Relationship between the Number of Divisor

Question

If i know the divisor of number N let say it has X no. of divisor, then can i directly find the number of divisor of N^2,N^3,N^4...so on

Is there any relationship between them ?

Answer 1

Let $N = p_1^{k_1} p_2^{k_2} \ldots p_n^{k_n}$, where $p_i$ are distinct primes.

The number of factors of $N$ is $(k_1+1)(k_2+1)\ldots(k_n+1)$.

Now, suppose you take $N^s$. Then $N^s = p_1^{sk_1} p_2^{sk_2} \ldots p_n^{sk_n}$.

Hence the number of factors of $N^s$ is $(sk_1+1)(sk_2+1)\ldots(sk_n+1)$.

For example, suppose we have $12 = 2^1 3^2$. The number of factors of $12$ is $(1+1)(2+1)=6$, and the factors are $1,2,3,4,6,12$.

Now, for $12^2=144$, we say the number of factors are: $((1*2) + 1)((2*2) +1) = 15$. Indeed, $144$ has the factors $1,2,3,4,6,8,9,12,16,18,24,36,48,72,144$, which are $15$ of them. Similarly, $1728=12^3$ has $((3*1) + 1) ((3*2)+1) = 28$ factors (you can check them).

Answer 2

If I have understood your question, you are asking "does the value of $\sigma_0 (n)$ determine $\sigma_0(n^2)$?" . The answer to that question is No.

Here, as is standard, we are denoting the number of divisors of a natural number $n$ as $\sigma_0(n)$.

Recall that $n=\prod p_i^{a_i}\implies \sigma_0(n)=\prod (a_i+1)$.

We now exploit the fact that $12=3\times 4=6\times 2$.

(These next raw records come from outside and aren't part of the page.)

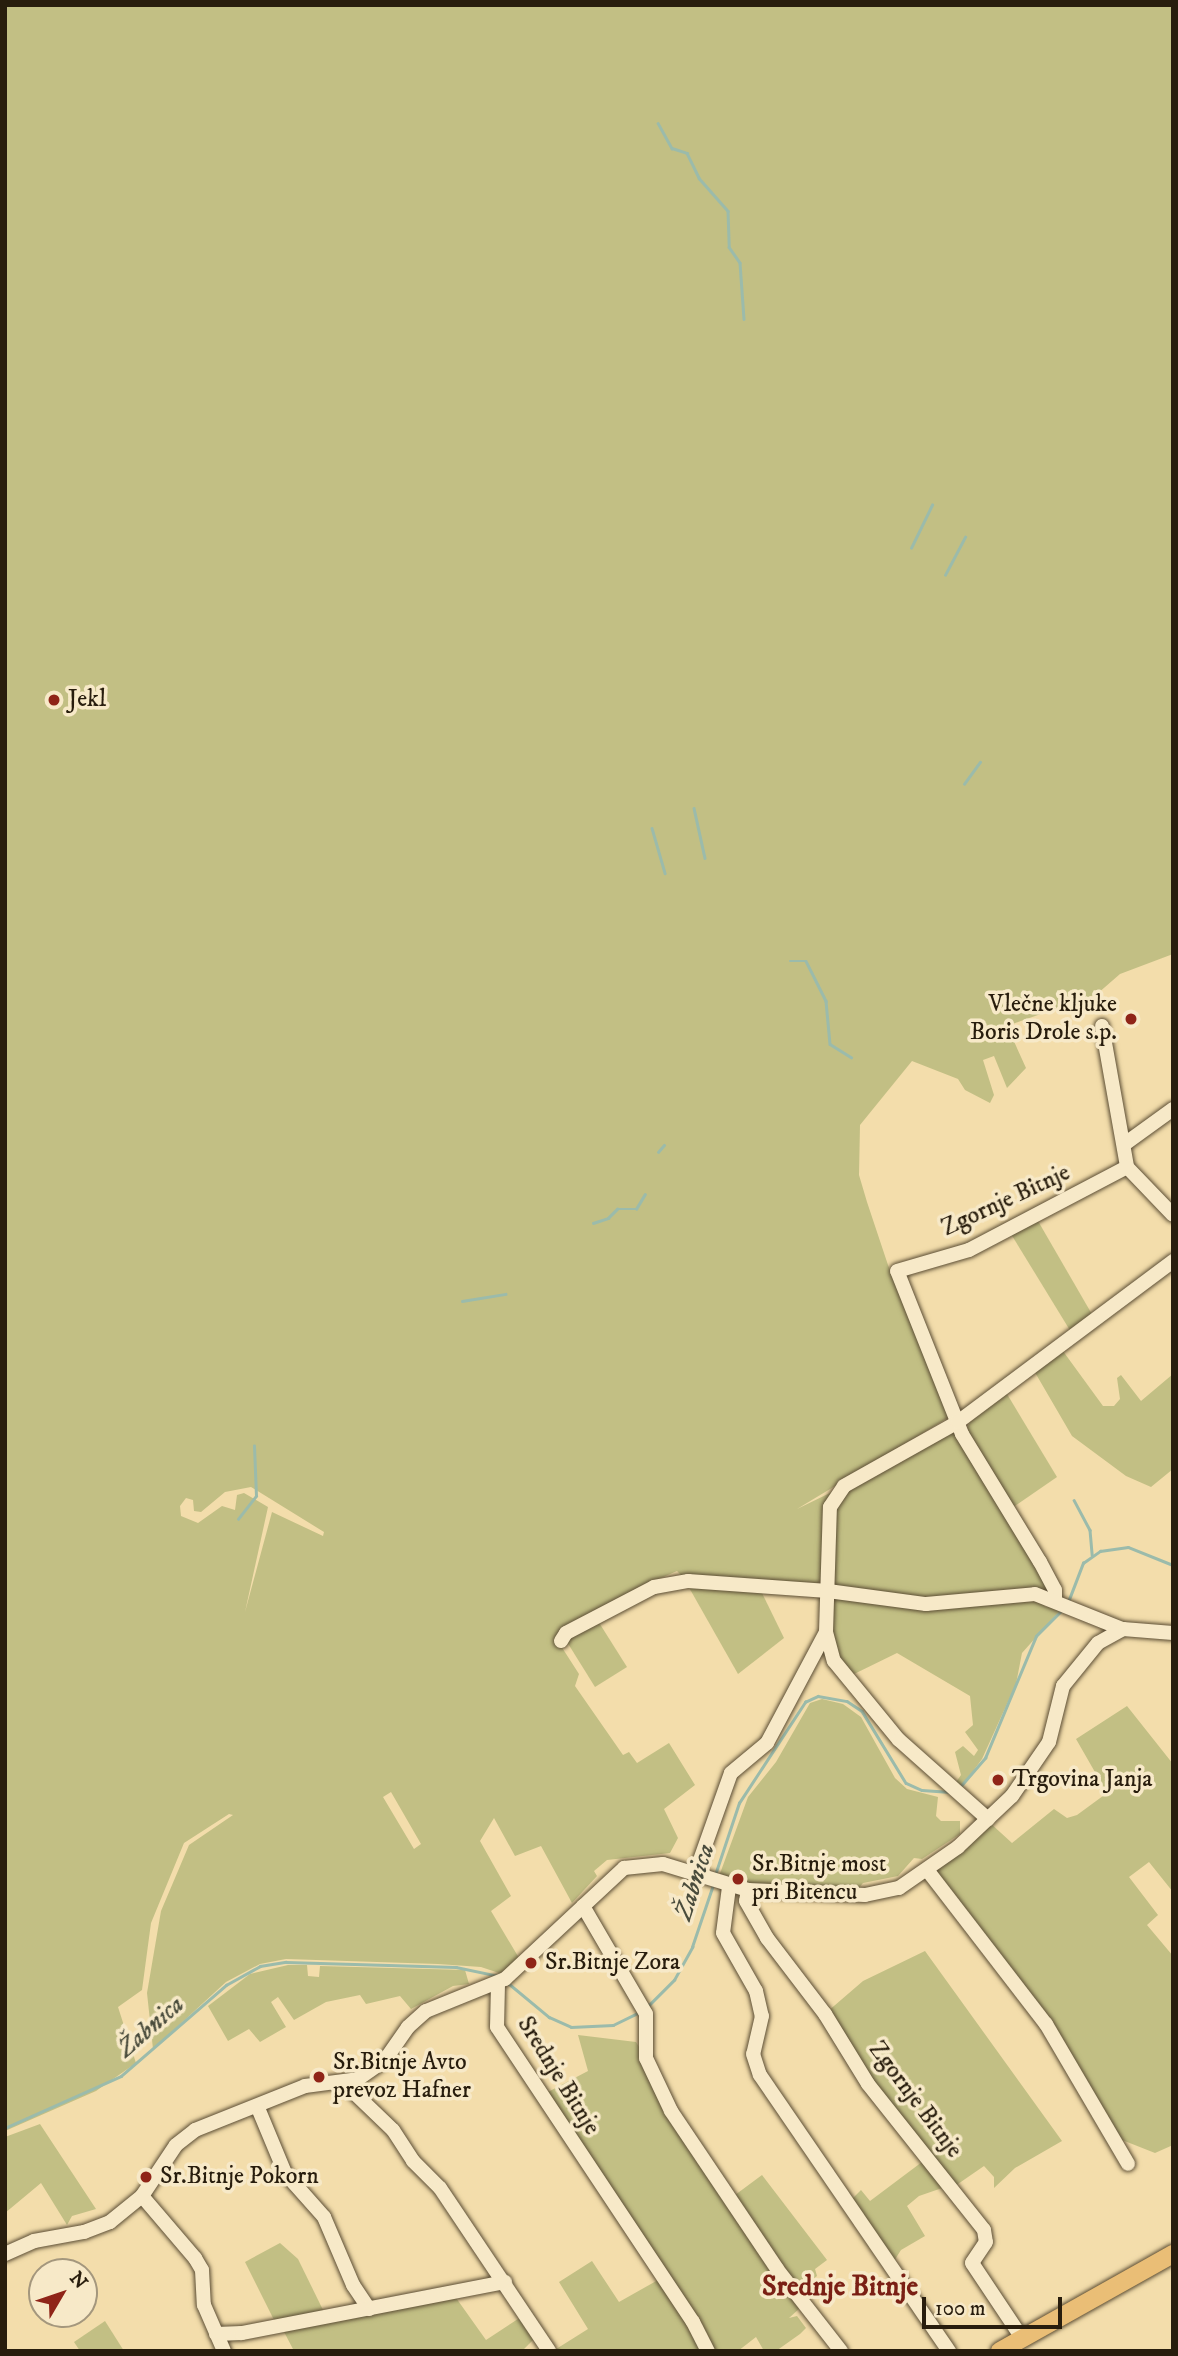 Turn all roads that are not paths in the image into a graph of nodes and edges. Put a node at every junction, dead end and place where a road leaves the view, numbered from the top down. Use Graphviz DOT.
graph roads {
  1 [pos="1102,1026"];
  2 [pos="1173,1109"];
  3 [pos="1126,1143"];
  4 [pos="1127,1167"];
  5 [pos="1173,1215"];
  6 [pos="1173,1262"];
  7 [pos="958,1422"];
  8 [pos="828,1591"];
  9 [pos="1063,1604"];
  10 [pos="1123,1629"];
  11 [pos="826,1632"];
  12 [pos="1173,1633"];
  13 [pos="561,1640"];
  14 [pos="988,1819"];
  15 [pos="928,1871"];
  16 [pos="700,1876"];
  17 [pos="726,1886"];
  18 [pos="748,1890"];
  19 [pos="583,1906"];
  20 [pos="498,1984"];
  21 [pos="345,2084"];
  22 [pos="258,2108"];
  23 [pos="1128,2164"];
  24 [pos="142,2196"];
  25 [pos="5,2254"];
  26 [pos="1173,2254"];
  27 [pos="505,2282"];
  28 [pos="369,2309"];
  29 [pos="216,2334"];
  30 [pos="1022,2338"];
  31 [pos="223,2351"];
  32 [pos="549,2351"];
  33 [pos="708,2351"];
  34 [pos="841,2351"];
  35 [pos="949,2351"];
  36 [pos="1000,2351"];
  1 -- 3 [label="street"];
  2 -- 3 [label="street"];
  3 -- 4 [label="street"];
  4 -- 5 [label="street"];
  4 -- 7 [label="street, Zgornje Bitnje"];
  6 -- 7 [label="street"];
  7 -- 8 [label="street"];
  7 -- 9 [label="street, Zgornje Bitnje"];
  8 -- 9 [label="street"];
  8 -- 11 [label="street"];
  8 -- 13 [label="street"];
  9 -- 10 [label="street"];
  10 -- 12 [label="street"];
  10 -- 14 [label="street"];
  11 -- 14 [label="street"];
  11 -- 16 [label="street"];
  14 -- 15 [label="street"];
  15 -- 18 [label="street"];
  15 -- 23 [label="street"];
  16 -- 17 [label="street"];
  16 -- 19 [label="street"];
  17 -- 18 [label="street"];
  17 -- 35 [label="street"];
  18 -- 30 [label="street, Zgornje Bitnje"];
  19 -- 20 [label="street"];
  19 -- 34 [label="street"];
  20 -- 21 [label="street"];
  20 -- 33 [label="street, Srednje Bitnje"];
  21 -- 22 [label="street"];
  21 -- 27 [label="street"];
  22 -- 24 [label="street"];
  22 -- 28 [label="street"];
  24 -- 25 [label="street"];
  24 -- 29 [label="street"];
  26 -- 30 [label="main road"];
  27 -- 28 [label="street"];
  27 -- 32 [label="street"];
  28 -- 29 [label="street"];
  29 -- 31 [label="street"];
  30 -- 36 [label="main road"];
} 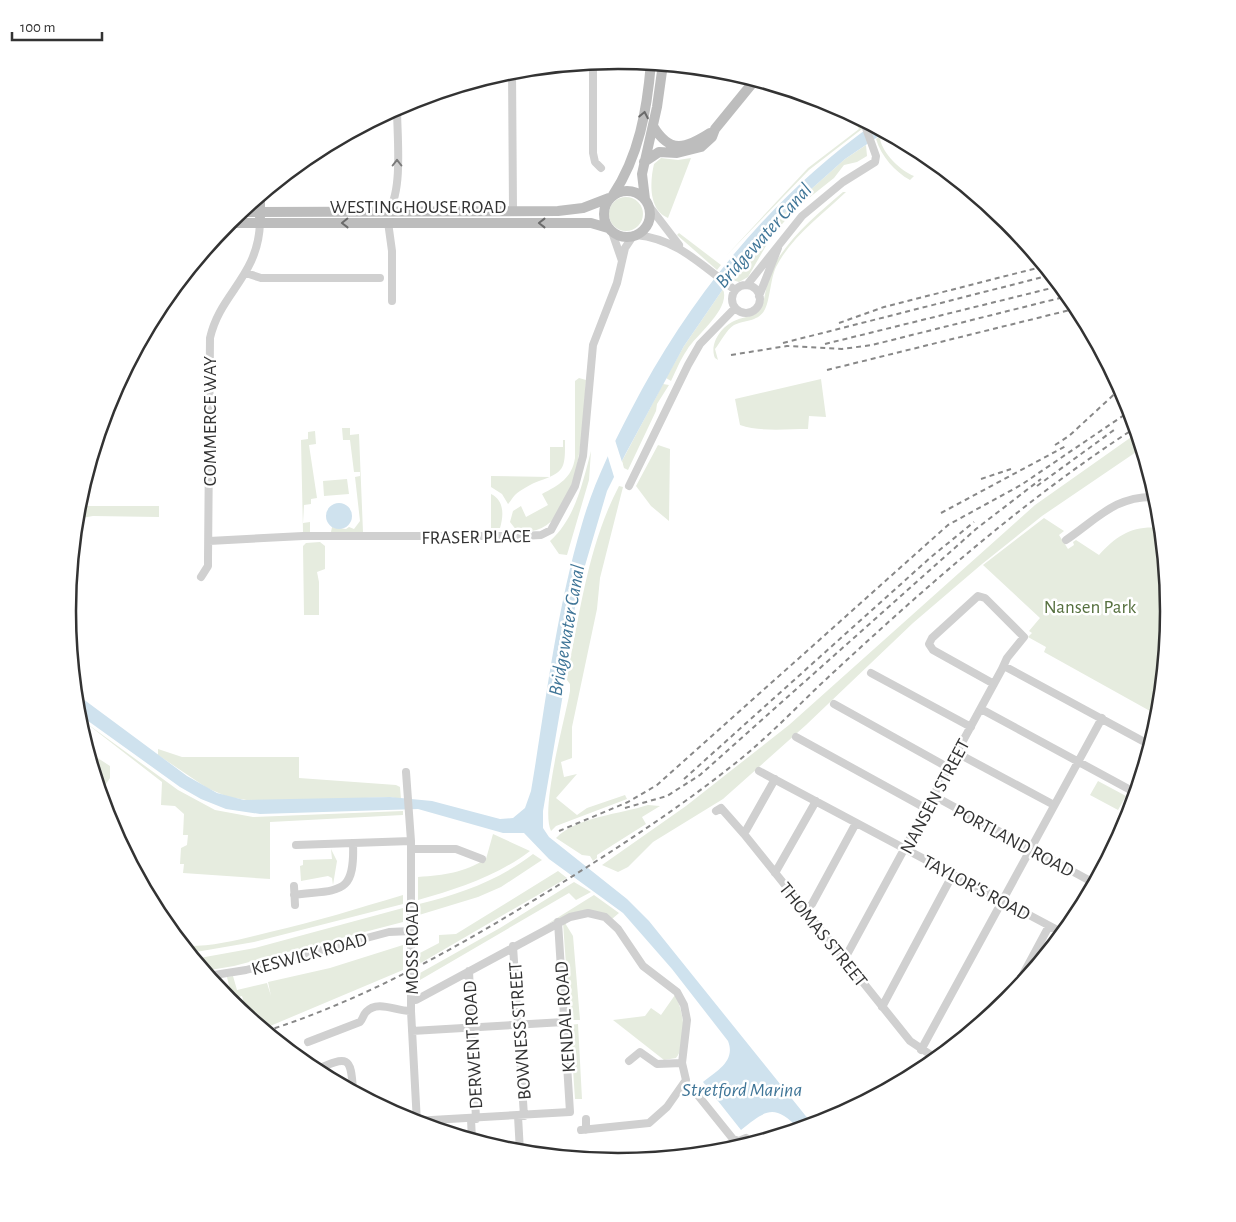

Choose two distinct primes $p,q$ and let $n=p^3q^2,m=p^5q$. Then $\sigma_0(n)=4\times 3=12$ and $\sigma_0(m)=6\times 2=12$. However $$\sigma_0(n^2)=\sigma_0(p^6q^4)=7\times 5 =35$$ and $$\sigma_0(m^2)=\sigma_0(p^{10}q^2)=11\times 3 =33$$ So we have an infinite family of counterexamples.

Answer 3

If $x$ is odd or if $x=2$, then $N = p^{x-1}$ for some prime $p$ and then the number of divisors of $N^t$ is given directly $tx-t+1$. Otherwise there are several possibilities and you need to factor $N$ to know the correct one.